A podridão é tão vasta que, por comparação, não tardamos a simpatizar com o rudimentar grupo de assaltantes de uma joalharia, condenados ao fracasso desde o início: o italiano com o filho doente; Gus, o dono do café decrépito que nasceu fadado para o azar ("todos dizem que tenho mau olhado, nasci assim"); Dix Hanley, filho de uma família outrora próspera do Kentucky que perdeu as propriedades durante a Grande Depressão e sonha com o dia em que as recuperará. "A minha sorte há-de mudar", confessa ele a Doll, a mulher que nada mais tem do que amor para lhe dar: também ela se tornou uma falhada nas mil voltas que dá a vida.

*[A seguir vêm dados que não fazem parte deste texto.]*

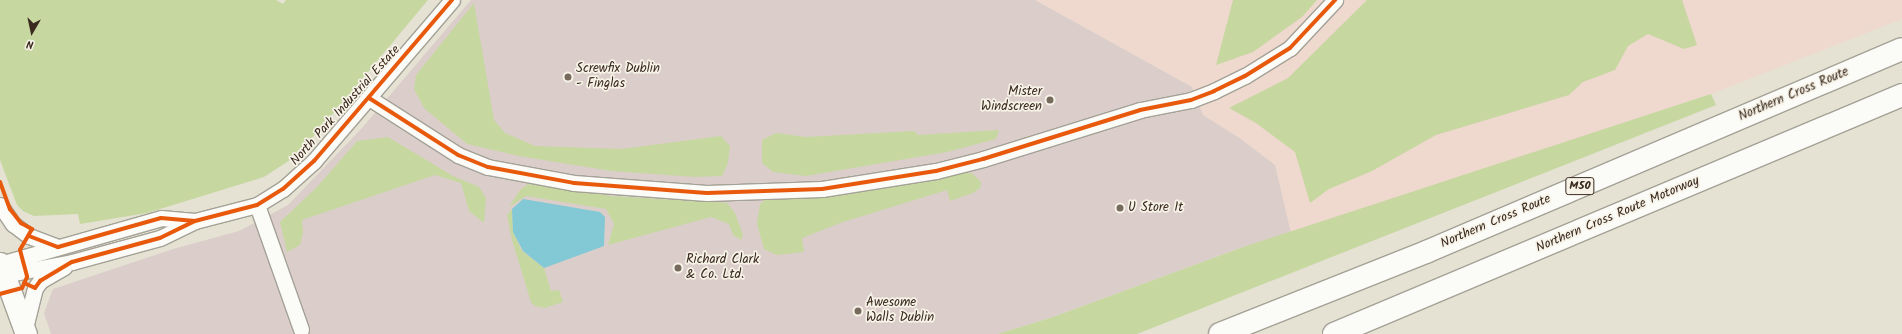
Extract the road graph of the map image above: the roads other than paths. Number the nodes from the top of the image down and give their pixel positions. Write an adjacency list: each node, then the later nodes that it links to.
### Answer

Eis o motivo por que gosto tanto dos filmes de John Huston: são histórias de gente que fracassa, de pessoas desamparadas da sorte, que tudo tentam para afinal nada alcançarem - como os garimpeiros d'O Tesouro da Sierra Madre, os solitários cowboys urbanos d'Os Inadaptados ou o cônsul consumido pelo álcool e por uma paixão impossível na brilhante adaptação homónima para a Sétima Arte daquele que é talvez o mais belo de todos os romances - Debaixo do Vulcão, de Malcolm Lowry.
E para que a vida imite o cinema, eis aqui também Marilyn Monroe, infeliz entre as infelizes em Hollywood, num dos seus primeiros papéis no celulóide ainda sem direito a nome na ficha técnica mas já com aquele brilho radioso que a marcou - tão intenso e tão fugaz. Ela é Angela, a amante de Emmerich, a quem trata por "tio" e sonha com viagens que nunca fará.
Nada resulta aqui, todos os planos falham. Por um lapso fortuito. Por uma bala de raspão. Pelos dois minutos que o cabecilha da improvisada quadrilha - Doc Riedenschneider, num excelente desempenho de Sam Jaffe que lhe valeu merecida nomeação para o Óscar de melhor actor secundário - perdeu a contemplar uma mulher, quando fugia com o produto do roubo.
A originalidade desta película, mil vez imitada, é construir-se por inteiro sob a óptica dos ladrões - nunca dos polícias ou de algum detective cínico mas respeitador da lei, como sucede em tantos outros títulos célebres do film noir, género de eleição dos cinéfilos mais fervorosos.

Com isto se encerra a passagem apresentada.